In order to interpret this complex high-throughput dataset we used R’s mixOmics package [122] and Sparse Projection to Latent Structure – Discriminant Analysis (sPLS-DA) to select the most important and distinguishing OTUs between the treatments and over time. Analysis was performed at genus level with genera > 3.5% abundance and with TSS + CLR (Total Sum Scaling followed by Centralised Log Ratio) normalisation applied. OTU feature selection and multiple data integration was achieved by constructing artificial latent components (inferred variables) of the OTU table by first factorizing the abundance table and response variable (that contains categorical information of samples) matrices into scores and loading vectors in a new space such that the covariance between the scores of these matrices are maximised. In doing so, the algorithm also enforces a constraint on the loading vector associated with the abundance table (that has corresponding weight for each feature) such that some components of the loading vector go to zero and only significant features in terms of their discriminatory power remain. In this study, sPLS-DA was applied to determine the effect of ‘Treatment’ and ‘Time’. ‘Time’ contained Week 0 and all treatments except the ASCO_LG fish (i.e. CTRL, ULVA, ASCO_N) and longitudinal information (Week 0, Week 8, Week 12). ‘Treatment’ examines the independent treatments including all groups (CTRL, ULVA, ASCO_N and ASCO_LG) at either Week 8 or Week 12. The number of latent components and the number of discriminants were calculated. In finding the number of discriminants the model was fine-tuned using leave-one-out cross-validation and subsequent balanced error rates which accounts for sample number differences (fine-tuning parameters indicated in figure legends for Fig. Fig.66 and Figure S5). The final output was a heatmap containing the differential genera over the number of tuned components which is discussed in the Results section. Further description of the implementation of sPLS-DA for microbial data-sets can be found in Gauchotte-Lindsay et al. [123]. The OTUs identified in sPLS-DA were subsequently used in differential tree analysis to show the taxonomic shifts in microbial community structure occurring over time.

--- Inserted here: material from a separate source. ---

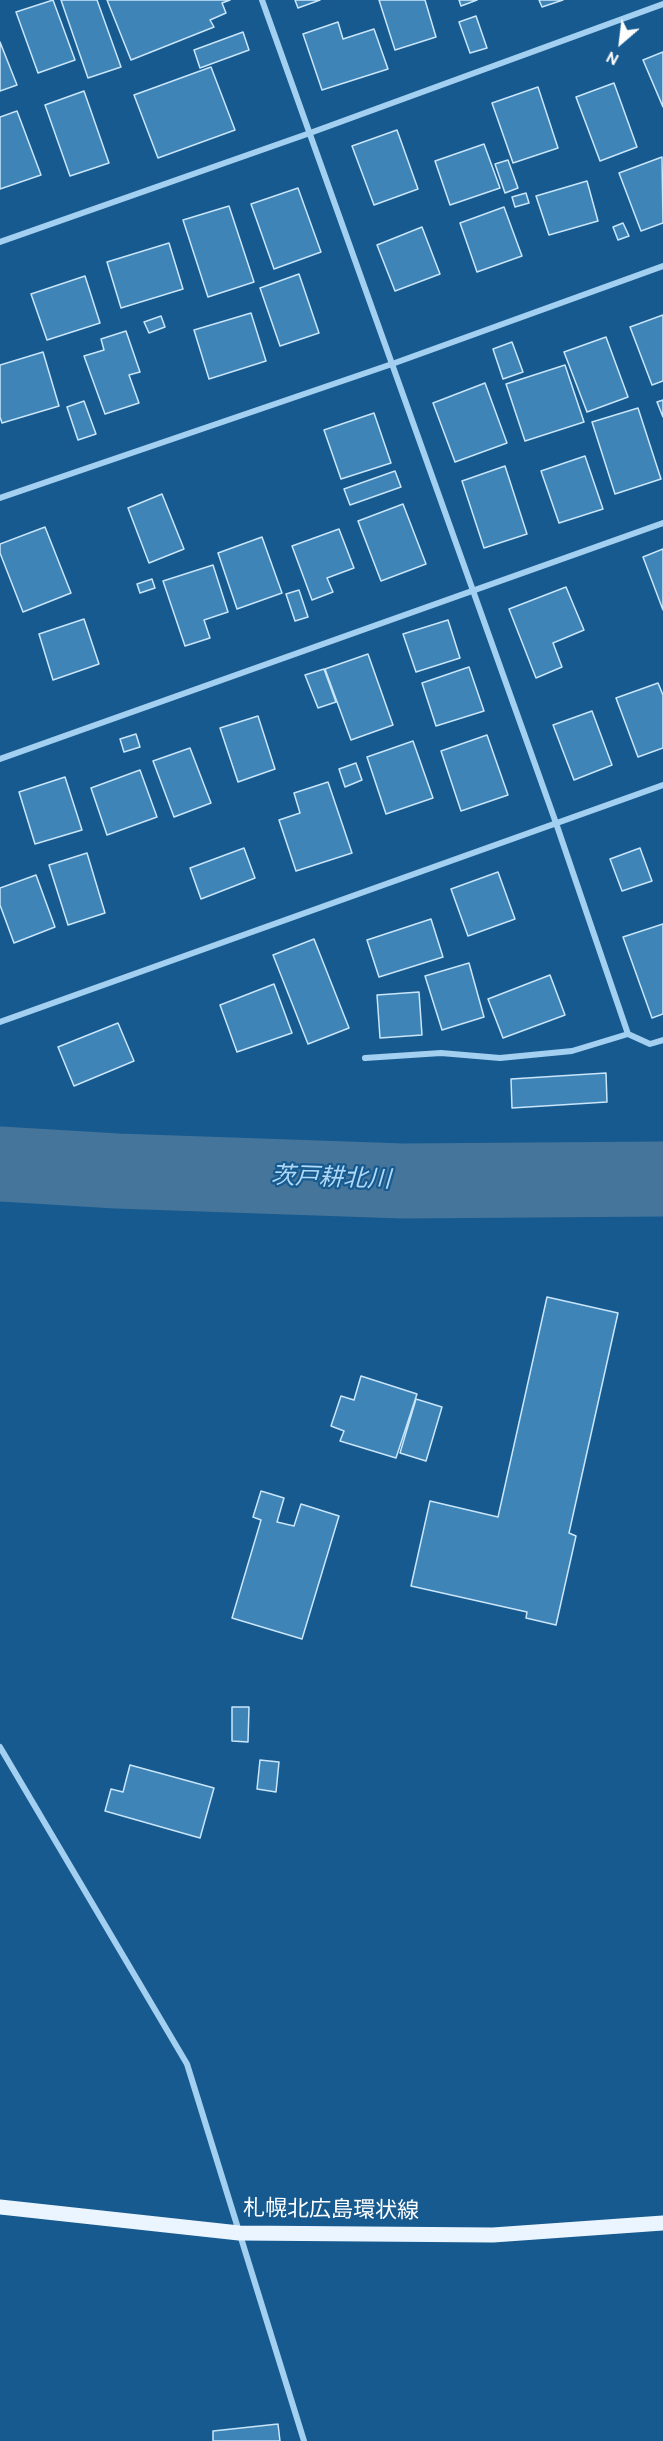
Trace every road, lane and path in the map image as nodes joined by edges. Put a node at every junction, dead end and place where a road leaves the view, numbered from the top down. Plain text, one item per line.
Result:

The complete methodology is outlined in [124] and uses the DESeqDataSetFromMatric() function from the DESeq2 package [125] Metacoder package to generate the tree visualisations [126] in R.

We followed a method for identifying the core microbiome as outlined McKenna et al. [124], and Shetty et al. [127] using R’s microbiome package [128] adjustable parameters for percentage relative abundance and percentage prevalence within samples. For the samples in this study, the core microbiome was defined as prevalent in 85% of samples [129].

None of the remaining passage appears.